Maybe Now The Cavs Can Just Let LeBron Cook?

The Cavs did well at the trade deadline, shipping off several of their worst defensive players and returning a group of guys who seem better suited to playing alongside LeBron, for however long he’ll be around. LeBron himself said the changes “should be fun,” which probably means nothing but certainly is better than him picking Isaiah Thomas up by the feet and using him as a cudgel to savagely attack Dan Gilbert.

The moves hopefully strengthen the Cavs for the remainder of this season, and they almost certainly make the Cavs more interesting, as a rebuilding squad, should LeBron leave this summer. In the meantime, though, they also left the Cavs with a hilariously underwhelming 10-man roster for Friday night’s road game in Atlanta. Trades and Kevin Love’s broken hand left the Cavs without three of their top seven players in total minutes this season, and four of their top five players by usage. They also had just one active player listed as taller than LeBron James: Tristan Thompson, a capable but undersized center. The second tallest non-LeBron Cavalier active Friday night was Cedi Osman, who started at forward.
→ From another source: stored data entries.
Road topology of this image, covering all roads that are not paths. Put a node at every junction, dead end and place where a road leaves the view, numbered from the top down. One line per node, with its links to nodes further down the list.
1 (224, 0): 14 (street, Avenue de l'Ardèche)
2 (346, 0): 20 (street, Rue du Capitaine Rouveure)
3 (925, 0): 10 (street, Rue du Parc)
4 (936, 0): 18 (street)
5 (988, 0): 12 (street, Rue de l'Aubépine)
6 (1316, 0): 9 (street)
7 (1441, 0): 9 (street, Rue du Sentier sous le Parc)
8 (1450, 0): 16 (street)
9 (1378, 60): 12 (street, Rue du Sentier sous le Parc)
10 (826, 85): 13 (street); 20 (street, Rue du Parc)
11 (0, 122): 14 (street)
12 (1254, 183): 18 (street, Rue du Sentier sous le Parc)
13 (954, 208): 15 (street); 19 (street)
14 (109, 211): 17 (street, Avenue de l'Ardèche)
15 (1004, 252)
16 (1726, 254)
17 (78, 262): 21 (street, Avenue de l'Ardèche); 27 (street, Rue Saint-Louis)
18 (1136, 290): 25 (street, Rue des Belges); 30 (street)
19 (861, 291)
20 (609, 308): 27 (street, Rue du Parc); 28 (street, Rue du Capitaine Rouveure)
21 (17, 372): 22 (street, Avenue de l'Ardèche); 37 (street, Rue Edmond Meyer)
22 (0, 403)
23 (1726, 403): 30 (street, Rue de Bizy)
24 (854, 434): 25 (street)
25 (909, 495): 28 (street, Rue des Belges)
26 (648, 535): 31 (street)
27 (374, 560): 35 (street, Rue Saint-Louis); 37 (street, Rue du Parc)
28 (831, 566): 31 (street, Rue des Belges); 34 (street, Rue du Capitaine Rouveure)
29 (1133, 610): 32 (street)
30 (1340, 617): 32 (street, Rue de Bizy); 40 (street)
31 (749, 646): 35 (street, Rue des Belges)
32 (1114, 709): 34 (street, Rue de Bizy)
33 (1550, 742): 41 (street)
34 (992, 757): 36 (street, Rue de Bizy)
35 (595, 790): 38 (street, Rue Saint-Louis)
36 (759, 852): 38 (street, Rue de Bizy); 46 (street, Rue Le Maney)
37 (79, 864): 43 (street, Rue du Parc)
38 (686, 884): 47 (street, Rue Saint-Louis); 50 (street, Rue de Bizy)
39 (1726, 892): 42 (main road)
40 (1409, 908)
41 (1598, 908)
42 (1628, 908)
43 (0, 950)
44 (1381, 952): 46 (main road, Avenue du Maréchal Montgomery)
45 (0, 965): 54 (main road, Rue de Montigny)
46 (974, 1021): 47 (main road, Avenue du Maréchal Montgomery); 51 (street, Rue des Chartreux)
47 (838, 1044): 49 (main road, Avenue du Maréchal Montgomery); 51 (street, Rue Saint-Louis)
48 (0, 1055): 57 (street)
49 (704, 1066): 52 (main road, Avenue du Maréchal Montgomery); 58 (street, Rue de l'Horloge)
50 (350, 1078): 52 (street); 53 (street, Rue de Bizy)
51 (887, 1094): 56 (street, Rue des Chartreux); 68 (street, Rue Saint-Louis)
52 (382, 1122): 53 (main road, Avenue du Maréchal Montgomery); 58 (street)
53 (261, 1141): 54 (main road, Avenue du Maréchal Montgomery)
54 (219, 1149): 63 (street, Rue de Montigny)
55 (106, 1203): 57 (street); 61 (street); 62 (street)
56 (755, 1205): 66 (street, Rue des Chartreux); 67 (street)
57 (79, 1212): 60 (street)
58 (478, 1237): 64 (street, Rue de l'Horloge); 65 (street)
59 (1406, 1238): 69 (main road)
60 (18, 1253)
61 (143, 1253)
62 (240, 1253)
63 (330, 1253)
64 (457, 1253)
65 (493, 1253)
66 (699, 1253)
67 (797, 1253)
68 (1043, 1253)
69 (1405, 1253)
Jose Calderon started at point guard, Kyle Korver played 32 minutes, and someone named John Holland was pressed into rotation minutes. It’s a good thing they were playing the Hawks!

But don’t let Atlanta’s ghastly Tron uniforms distract you from what LeBron did Friday night, posting 22 points, 12 rebounds, and 19 assists against just three turnovers, in 40 minutes of absolute ball dominance. LeBron tallied 109 offensive touches Friday night; for point of reference, in 48 minutes against the Wolves Wednesday night, LeBron had 108 touches, the most he’d had in a game this season. LeBron has averaged 88 touches per game during this campaign, the fourth-most in the NBA. That’s a lot of touches, but then you remember that LeBron is probably the best playmaker any living person has ever watched play basketball. Still, the number made some sense during the part of the year when it was possible to believe that touches shaved off and given to the likes of Dwyane Wade, Derrick Rose, and Isaiah Thomas would eventually accrue in vague, possibly alchemical ways in the Cavs favor. Those days, of course, are now long behind us.

Plenty of less-talented shot-creators would take the dearth of scoring talent around LeBron Friday night as an impetus to get up a hundred shots and gun for 50; LeBron, with friggin’ Jeff Green as arguably his team’s next-best playmaker, got up just 20 shots—less than two more than he averages per game this season—and set a new personal high for assists in a game:

This was the second game in a row in which LeBron posted a triple-double with at least 15 assists, following his insane heroics against the Wolves. It’s an achievement that puts him, once again, in rare company:

The Cavs will apparently have all their new guys available for Sunday’s big tilt in Boston, but it’ll be their first time playing together, and probably that means they’ll go right back to looking like a bunch of bozos out there. In the meantime, it was fun to have one night when a thin and undermanned Cavs team could once again just be the LeBron Show, without any ugly Dwyane Wade “playmaking,” without the offense being shifted to accommodate a busted Isaiah Thomas, certainly without whatever the hell it was Derrick Rose thought he was doing out there. Part of what makes the new pieces tantalizing is that none of them are all that suited to primary ball-handling duties, and none of them are big alpha-scorers—if this is the year when LeBron’s Cavs go into the toilet, at least now they’ll be doing it with the ball in the hands of this generation’s greatest player.

Watching the Cavs do literally everything through LeBron last night was almost disorienting, like oh, right, they’ve got LeBron! I’ve gotten so used to watching the Cavs spend possessions on Kyrie Irving isolations and elbow action to get Kevin Love some touches, and meandering Dwyane Wade pick-and-rolls, and Isaiah Thomas dribble-hand-offs, and flailing Derrick Rose drives. It’s never been possible to forget about LeBron, but maybe it has been possible to forget that all of that other stuff is designed to produce outcomes that are only adjacent to the goals of a basketball team; things like team chemistry and workload distribution and rotation management. But on any possession where LeBron is on the floor, the best pure basketball outcome is most likely to arise from putting the damn ball in LeBron’s hands. If the primary lesson from this ugly half-season has been the perils of stacking your roster with bad defensive players, maybe a slightly less obvious one has been the stupidity of letting second-tier offensive players dictate the shape and mechanics of your offense. Shitheads! You’ve got LeBron James! Shut up and be ready to catch and shoot.

The Cavs have 28 regular season games left to get themselves tuned up. Hopefully what this means is less pain-in-the-ass deferring to lesser playmakers so this or that off-brand superstar can find a groove, and more getting guys situated around the floor so that LeBron can throw dazzling half-spin no-look skip passes in semi-transition. Addition by subtraction should make them a better defensive team. Putting the damn ball in LeBron’s hands and exiling usurpers to Los Angeles and Miami should make them incredibly more telegenic on offense. Friday night was a fun reminder.